A love letter to that one time James Bond battled the villain in a crappy arcade game instead of at cards

by admin August 28, 2025


Is there anything more British than turning on the telly at 11pm and finding an old Bond film on ITV? There’s an opening that I probably couldn’t get away with on any other major games site, hey. But, really: that moment of channel-hopping and catching the smirking visage of Sean Connery, Roger Moore, or Pierce Brosnan as a bit of late-night terrestrial TV filler is as British as fish and chips, smashing up your shiny new alloy on a pothole, and needing to do a blood sacrifice for his majesty’s government in order to send a DM on social media.

Anyway, the other night I had that classic experience. I was meant to be getting ready for bed but channel-hopped, as if that’s something anyone under fifty still does – and there he was. Sean Connery. Greying, undoubtedly phoning it in, but still brilliant. A mega ropey theme song played out over footage of his Bond on a training exercise without a psychedelic title sequence in sight. It’s Never Say Never Again, then – the redheaded stepchild of the Bond franchise.

Never Say Never Again is honestly rather rubbish, but it’s also fascinating. Even a crap Bond film has something about it – that Bondian stickiness – to draw you in. And with IO Interactive’s 007: First Light weighing heavily on my mind, I ended up rewatching the whole thing. Right through ‘til nearly 1am. Doh.

Here’s the trailer for Never Say Never Again, a blast from the past.Watch on YouTube

As noted, this film is bewitching in its mix of vague crapness and true directorial flair from Irvin Kershner (at this time fresh off directing a little independent film called The Empire Strikes Back). Also compelling is its status in legal purgatory, and how it thereby has to differentiate itself from the ‘main’ franchise. That last point is how this all tenuously connects to video games, which I’ll come to in a moment.

First, it’s important to understand why this film exists. If you’re not a Bond aficionado, an extremely truncated summary is this: there were several years where Bond’s literary adventures were a hot ticket. It wasn’t a question of if a movie would be made, but when. In the late fifties and early sixties but before Dr. No entered production, Bond creator Ian Fleming worked with a Hollywood writer and producer on a screenplay, and then later adapted that story into a novel, Thunderball. That screenplay struggled to gain traction, and in the end Fleming started making Bond movies with a different company. Cue legal limbo.

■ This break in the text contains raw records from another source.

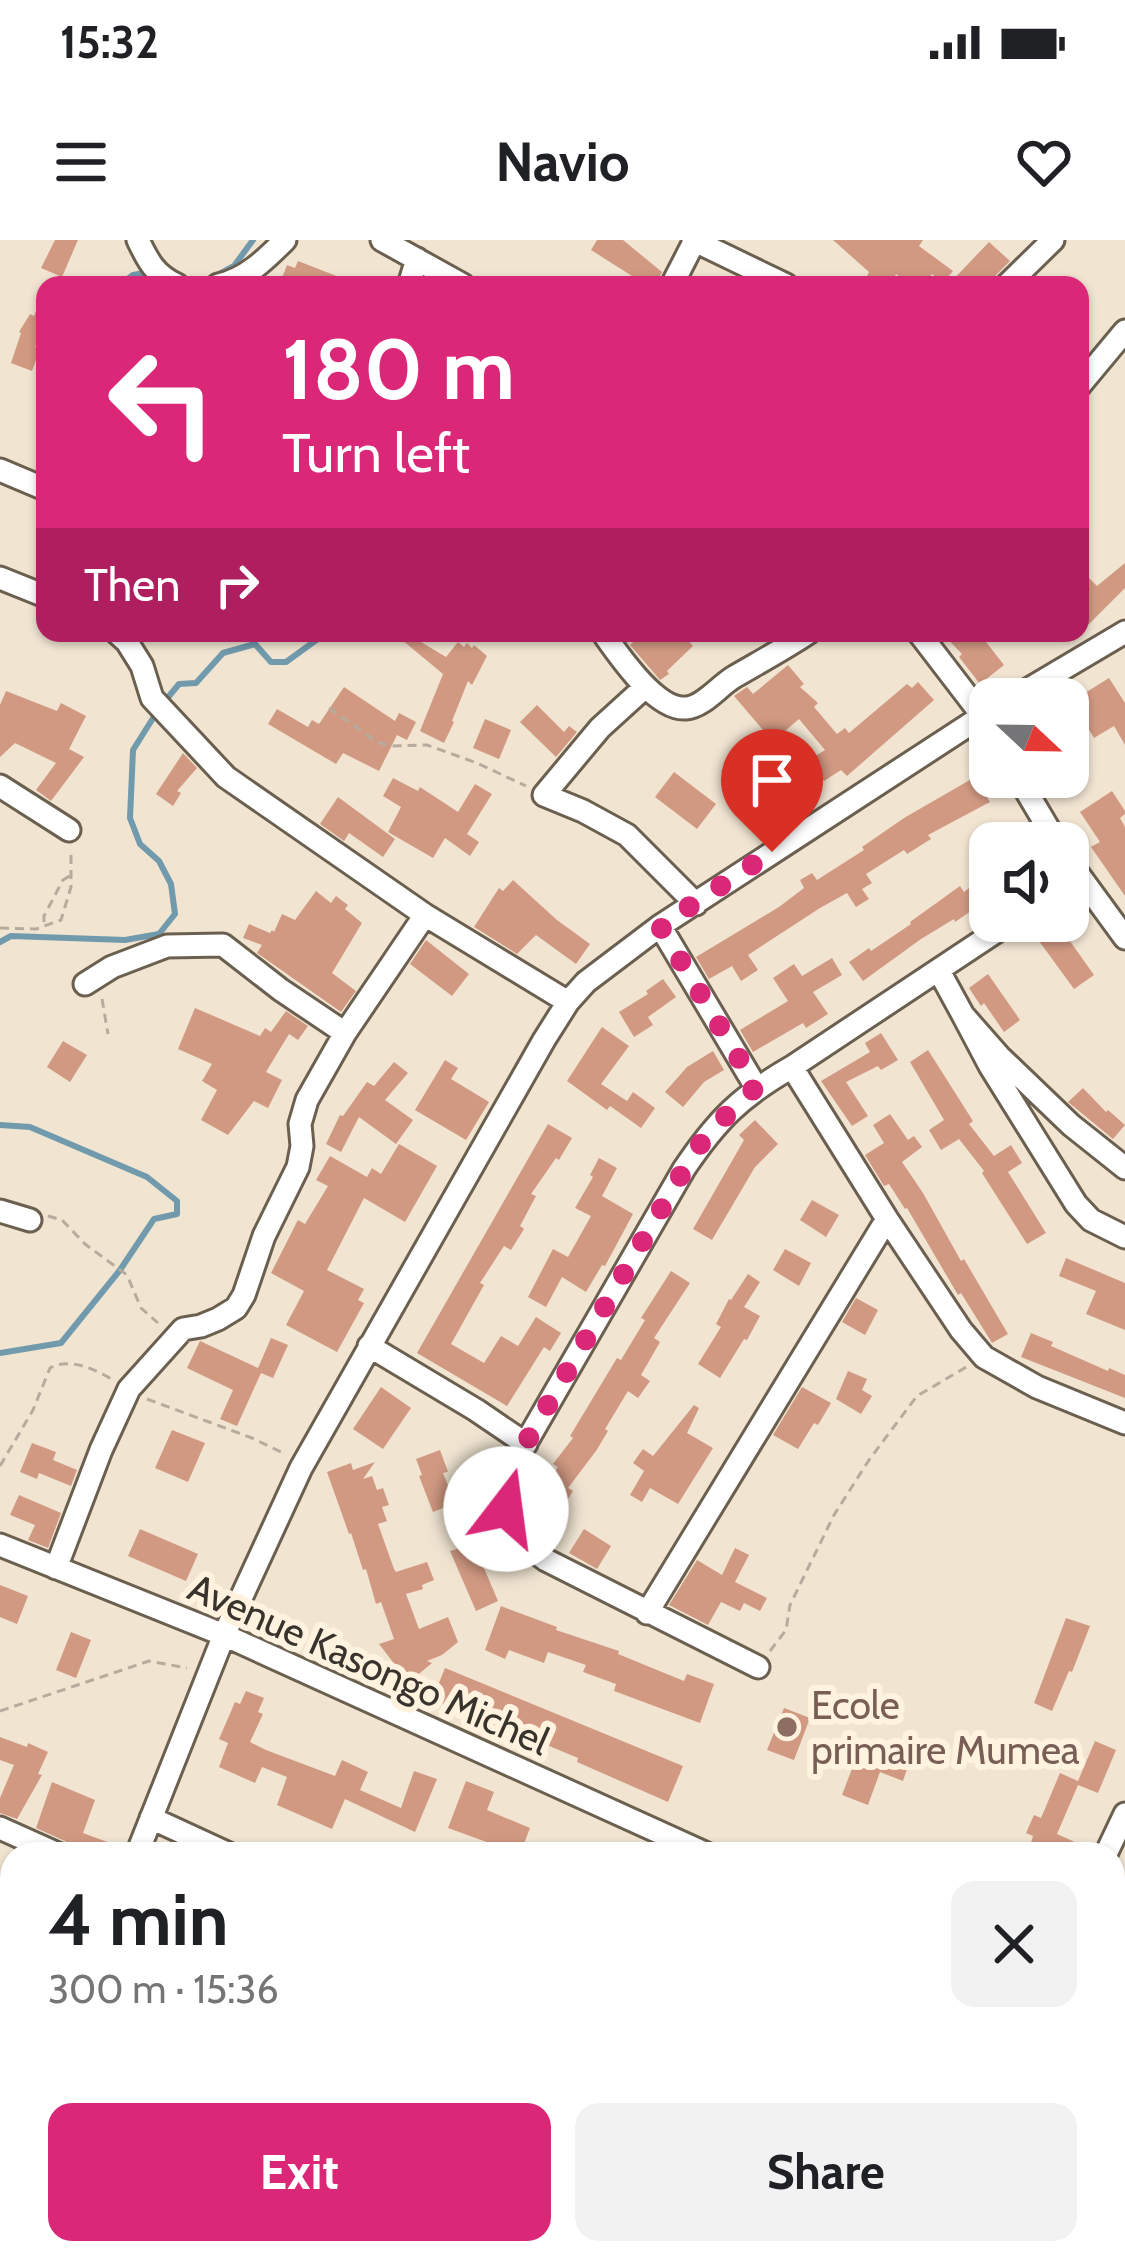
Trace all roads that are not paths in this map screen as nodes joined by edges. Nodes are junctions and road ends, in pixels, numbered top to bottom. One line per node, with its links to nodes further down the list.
1 (138, 240): 7 (street)
2 (285, 240): 8 (street)
3 (382, 240): 6 (street)
4 (694, 240): 11 (street); 12 (street)
5 (1040, 244): 13 (street)
6 (417, 259): 9 (street); 10 (street)
7 (160, 276)
8 (240, 276)
9 (412, 276)
10 (448, 276)
11 (676, 276)
12 (768, 276)
13 (1014, 276)
14 (1125, 331): 15 (street)
15 (1089, 374)
16 (0, 470): 17 (street)
17 (36, 485)
18 (0, 578): 19 (street)
19 (36, 592)
20 (1125, 632): 25 (street)
21 (127, 642): 33 (street)
22 (610, 642): 26 (street)
23 (793, 642): 26 (street)
24 (926, 642): 27 (street)
25 (1047, 678)
26 (644, 688): 32 (street)
27 (969, 695)
28 (969, 730): 32 (street)
29 (0, 786): 30 (street)
30 (69, 830)
31 (1089, 895): 35 (street)
32 (696, 904): 34 (street)
33 (425, 915): 39 (street); 41 (street)
34 (660, 926): 39 (street); 43 (street)
35 (1125, 938)
36 (981, 942): 37 (street)
37 (939, 971): 40 (street); 42 (street)
38 (93, 979): 41 (street)
39 (568, 1001): 49 (street)
40 (963, 1015): 44 (street); 48 (street)
41 (345, 1033): 53 (street)
42 (792, 1067): 43 (street); 46 (street)
43 (756, 1087): 51 (street)
44 (1125, 1168)
45 (0, 1211): 47 (street)
46 (887, 1219): 50 (street); 54 (street)
47 (31, 1220)
48 (1125, 1238)
49 (369, 1346): 51 (street); 55 (street)
50 (1125, 1424)
51 (526, 1444): 54 (street)
52 (0, 1545): 53 (street, Avenue Kasongo Michel)
53 (56, 1568): 55 (street, Avenue Kasongo Michel)
54 (647, 1613): 56 (street)
55 (224, 1635): 57 (street); 62 (street, Avenue Kasongo Michel)
56 (758, 1667)
57 (151, 1818): 60 (street); 61 (street)
58 (0, 1828): 59 (street)
59 (31, 1842)
60 (141, 1842)
61 (203, 1842)
62 (681, 1842)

The co-writing producer in question, Kevin McClory, claimed partial rights to Thunderball. He was involved with the film of the same name, but then fell out with Bond’s producers. Lawsuits flew back and forth, and in the eighties McClory was able to mount an assault on the Bond franchise by making his own rival movie. Thus Never Say Never Again, the unlicensed Bond film that went head-to-head with Roger Moore’s Octopussy. In many ways it is Bond from Temu, except it stars the original Bond, with Connery returning to the role out of what appears to be an equally balanced thirst for a paycheck and a healthy dose of spite, as Connery too had fallen out with those behind the ‘official’ franchise.

Truly a game that would leave you shaken and stirred. | Image credit: Warner / Amazon MGM

Even if you’re not a Bond fan, it’s a truly gripping and amusing tale of Hollywood nonsense – there’ve been books written about these legal wranglings, and McClory’s exploits were directly responsible for many twists in the Bond film franchise. Why did the shadowy Spectre organization and Bond arch-enemy Ernst Stavro Blofeld disappear from the narrative? Being present in Thunderball, they were characters McClory could lay a legal claim to. Why did Timothy Dalton’s tenure as the agent sputter out after just two films? Legal battles with McClory forced the franchise to take a then-unprecedented six-year break. And why did Spectre and Blofeld return in 2015? Well, McClory died – and once he was no longer around, his family was quite happy to secure the bag to bury the fifty-year hatchet and hand over the rights.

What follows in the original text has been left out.